Spears portraying melancholy movie star Lucky, as she wins her Academy Award for Best Actress

The video begins with Spears telling a story about a very famous Hollywood actress named Lucky, played by Spears herself. Lucky is seen wearing a pink nightgown behind the curtains, standing on her billboard with fluffy white cotton balls attached to the edges, inside her mansion and shots of her out on the balcony. As beautiful and rich as she is, on set she sits on the star-shape in the sky, as she is acting, she is looking quite distressed. After the first chorus, she goes to the hotel mansion to the flowers, then she leaves and sits down and gets a mirror.

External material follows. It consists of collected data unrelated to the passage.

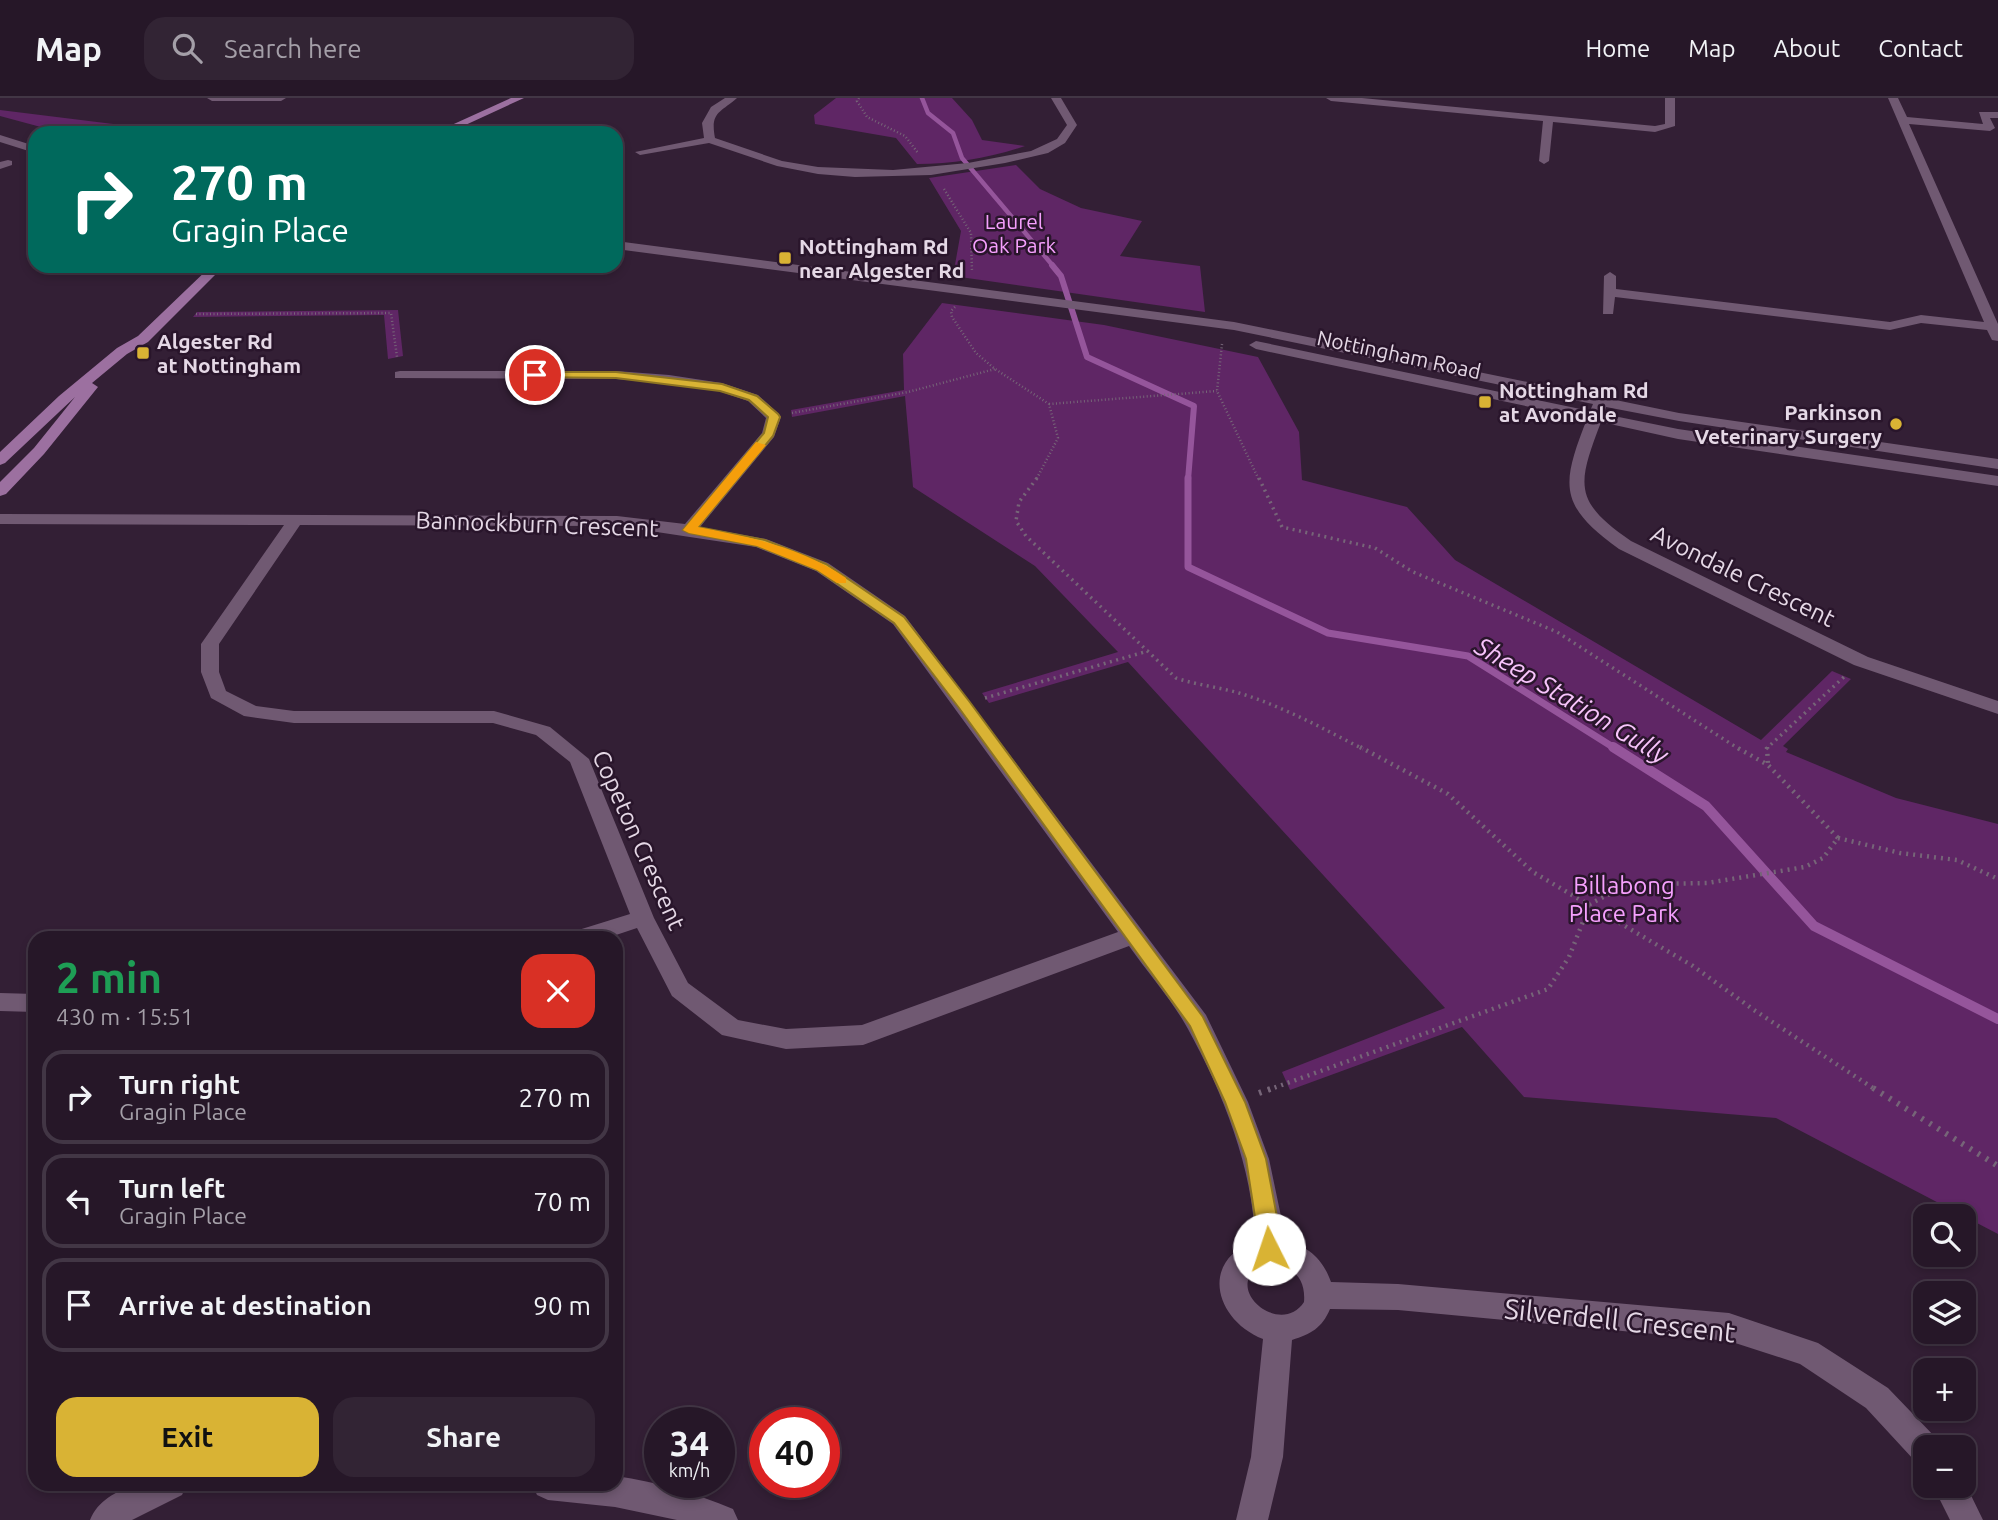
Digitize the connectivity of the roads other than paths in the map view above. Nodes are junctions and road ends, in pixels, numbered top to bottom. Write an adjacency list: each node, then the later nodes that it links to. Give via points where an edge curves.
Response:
1 (212, 98): 2 (street)
2 (281, 98)
3 (519, 98): 12 (main road)
4 (732, 98): 14 (street, via 715,109 706,123)
5 (1056, 98): 14 (street, via 1072,125 1056,146 1036,154 933,172 844,173 755,159)
6 (1331, 98): 11 (street)
7 (1670, 98): 11 (street, via 1670,126 1655,129)
8 (1893, 98): 10 (street)
9 (1998, 116): 10 (street, via 1981,110 1990,128)
10 (1901, 120): 24 (street)
11 (1548, 121): 17 (street)
12 (455, 126)
13 (0, 138): 15 (street)
14 (710, 140): 16 (street)
15 (28, 148)
16 (640, 152)
17 (1544, 161)
18 (623, 245): 28 (street, Nottingham Road, via 1125,312 1230,340)
19 (192, 273): 25 (main road, via 128,338)
20 (211, 273): 25 (main road, via 143,339)
21 (1610, 276): 22 (street)
22 (1609, 292): 23 (street); 24 (street, via 1890,326 1920,319)
23 (1608, 311)
24 (1995, 333)
25 (122, 351): 26 (main road)
26 (104, 368): 29 (main road); 32 (main road, via 84,399)
27 (400, 375): 35 (street, via 616,375 722,387 753,398 774,417 769,434)
28 (1598, 410): 30 (street, Nottingham Road, via 1679,417); 31 (street, Nottingham Road, via 1678,434); 36 (street, Avondale Crescent, via 1575,475 1577,499 1592,520 1625,545 1861,661)
29 (0, 460)
30 (1998, 464)
31 (1998, 481)
32 (0, 491)
33 (0, 519): 34 (street, Bannockburn Crescent)
34 (296, 519): 35 (street, Bannockburn Crescent, via 617,521); 37 (street, Copeton Crescent, via 210,644 218,694 262,714 494,717 543,731 579,759)
35 (689, 530): 39 (street, Bannockburn Crescent, via 760,543 822,567 899,620)
36 (1998, 708)
37 (643, 918): 38 (street); 39 (street, Copeton Crescent, via 680,989 731,1028 786,1039 863,1035)
38 (602, 931)
39 (1132, 936): 42 (street, Bannockburn Crescent, via 1197,1022 1235,1102 1256,1159)
40 (0, 1002): 41 (street)
41 (28, 1003)
42 (1269, 1249): 43 (street, via 1304,1262); 44 (street, via 1240,1261 1233,1275 1233,1291 1245,1313)
43 (1320, 1294): 44 (street, via 1305,1322); 45 (street, Silverdell Crescent, via 1729,1327 1808,1353 1877,1398)
44 (1278, 1329): 51 (street, via 1267,1457)
45 (1913, 1437)
46 (156, 1491): 49 (street)
47 (622, 1491): 50 (street)
48 (1956, 1498): 52 (street)
49 (106, 1520)
50 (722, 1520)
51 (1251, 1520)
52 (1968, 1520)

Next, Lucky opens the door to reveal a handsome man, who then takes her in his arms, as the director yells "Cut! We've got it". Lucky then walks off-set into the studio, replying to the director: "Finally! We've done it fifty million times!" She then goes to have her hair and makeup done; with Spears standing unnoticed and very worried looking by her side. Lucky is then seen in a shiny silver evening gown at the Oscars accepting her Academy Award for Best Actress. Lucky looks happy as she accepts it and smiles at her fans but is soon revealed that this is not true happiness. She makes her way away from her screaming fans and back into her limo, where she unexpectedly finds an ornate hand mirror that was used on the film set. She looks back to the crowd to see who has left it and sees Spears leaning forward in the crowd. The limo drives away, leaving Spears behind on the red carpet. The video ends with Lucky crying herself to sleep, her makeup already stained on her face. The curtains close, ending the video.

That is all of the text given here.